Papero de Nec, conçu entièrement pour un usage à domicile, n’oubliera jamais votre anniversaire. Se préoccupant de votre précieux temps, il vous rappellera vos rendez-vous, vous informera de l’arrivée d’un e-mail, ou, si vous vous ennuyez, vous proposera un jeu ou un programme télévisé. En parfait secrétaire et majordome, il communique avec votre portable, votre PDA3 ou votre ordinateur personnel, ainsi qu’avec tout le matériel radio-communicant proposé par la domotique moderne ; il s’en fait le chef d’orchestre. Il fera une parfaite nounou, jouant avec les enfants : il connaît leur emplacement à chaque instant. Sortez travailler et consommer tranquillement ! Vous pouvez toujours l’appeler de votre portable pour surveiller ce qui se passe chez vous par le biais de sa caméra, parler et écouter par le truchement de ses micros et hauts-parleurs... Toshiba, Fujitsu et d’autres proposent également ce type de robots pour assistés du monde moderne. Mais le marché, même s’il devrait atteindre 1,8 mille milliards de yens au Japon d’ici 2010, peine à s’étendre. Principale cause, une réticence évidente du consommateur. Les scientifiques s’occupent donc aussi de communication. Le robot Pino4 est notamment conçu pour familiariser les humains aux robots-amis. Il est présenté dans des foires, musées et salons scientifiques, et un jouet à son effigie est en vente depuis 2001. Il a l’allure d’un enfant de deux ans, pour attendrir le public. Les androïdes domestiques miment les enfants, des animaux ou des personnages imaginaires aux allures sympathiques, aux couleurs et contours agréables. Kismet, le robot expérimental du MIT, axé sur la sociabilité, est à l’image d’un enfant qui grandit au contact des humains qui l’entourent. Le chien Aibo, vendu en standard à l’âge adulte, peut-être acquis chiot pour que vous puissiez faire son éducation... Tout un programme... qui comblera probablement les générations Tamagoshi !

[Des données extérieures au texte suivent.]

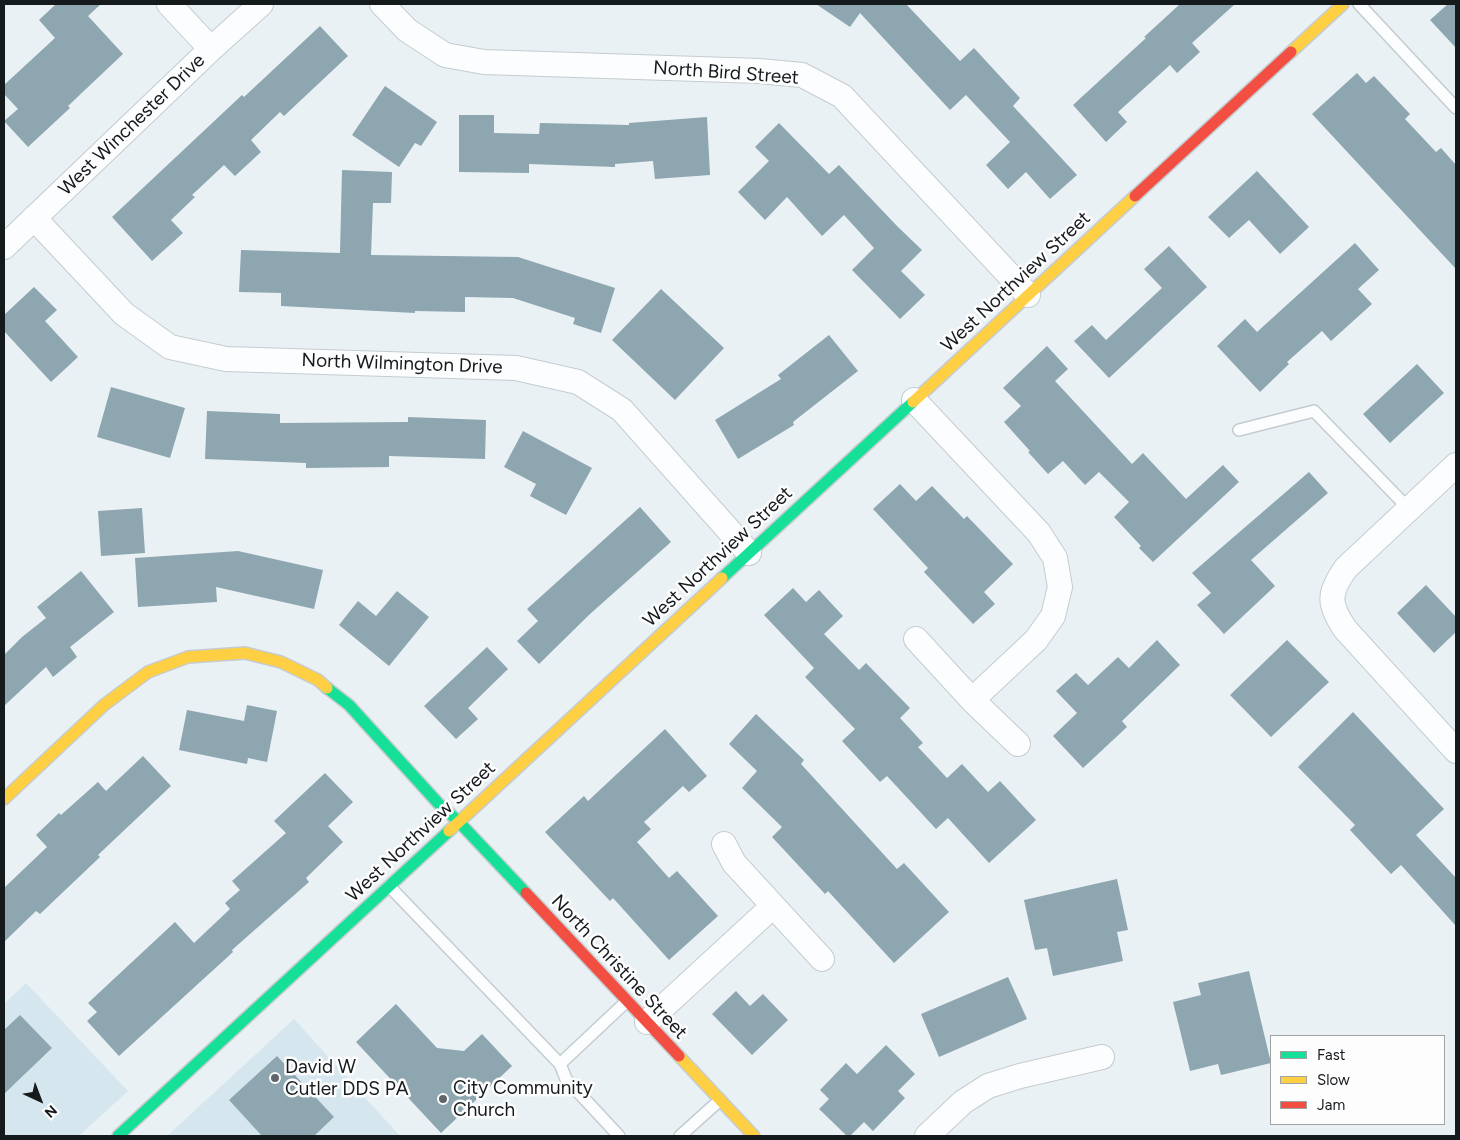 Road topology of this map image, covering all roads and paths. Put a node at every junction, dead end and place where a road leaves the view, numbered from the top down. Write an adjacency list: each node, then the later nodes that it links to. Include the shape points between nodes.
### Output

L’automatisation du quotidien bat son plein. La révolution industrielle nous a privés d’une relative autonomie dans la production de nos moyens d’existence. Les outils se sont transformés, pour s’insérer dans une chaîne de production détruisant quantité de techniques et savoirs ; les espaces d’auto-subsistance (champs familliaux ou communaux, ateliers...) ont été remplacés par des ensembles de feu et de fer, à l’échelle des nouvelles ambitions capitalistes, démeusurées et imposantes, dévoreuses d’hommes. Et pourtant, on nous ressort ce mythe progressiste d’une humanité liberée de toute contrainte et servie par les machines. Ordinateurs, robots, intelligence artificielle devraient, enfin, nous permettre d’échapper à ce fardeau du travail – le travail d’artisan, celui de paysan, puis celui d’ouvrier.... Pour nous coller devant un écran, face à des caméras de vidéo-surveillance, à communiquer avec des circuits intégrés !

La mise au travail forcé de la paysannerie dans les usines l’a dépossédée des techniques et moyens d’auto-subsistance. La multiplication des emplois de bureau supprime tout rapport entre travail et production (qui déjà n’existe plus que par le truchement de l’argent, tant la production est morcelée). Les techniques acquises sont de plus en plus étroitement liées à la dynamique interne du capital. Nous voilà dépendants pour notre survie quotidienne d’engins dont le fonctionnement nous dépassent5. Incapables de nous nourrir ou de nous vêtir hors des circuits marchands. Incapables de nous loger, de nous chauffer ou de nous déplacer sans les outils et les énergies de la société industrielle. (Qu’on vole ou qu’on ramasse les nombreux surplus, qu’on squatte ou qu’on fraude EDF ou les transports, ne change rien dans cette dépendance ; c’est une question de survie). Et aujourd’hui, les outils hypertechnologisés sont sortis des usines pour venir chez-nous. Bientôt dans les lofts des citoyens modèles, un robot remuera la sauce des pâtes OGM pendant qu’il fera la lecture d’un livre numérique pour éviter à ces autres automates de chair et de sang de se fatiguer les yeux, usés par les multiples écrans familliers d’un quotidien sans horizon.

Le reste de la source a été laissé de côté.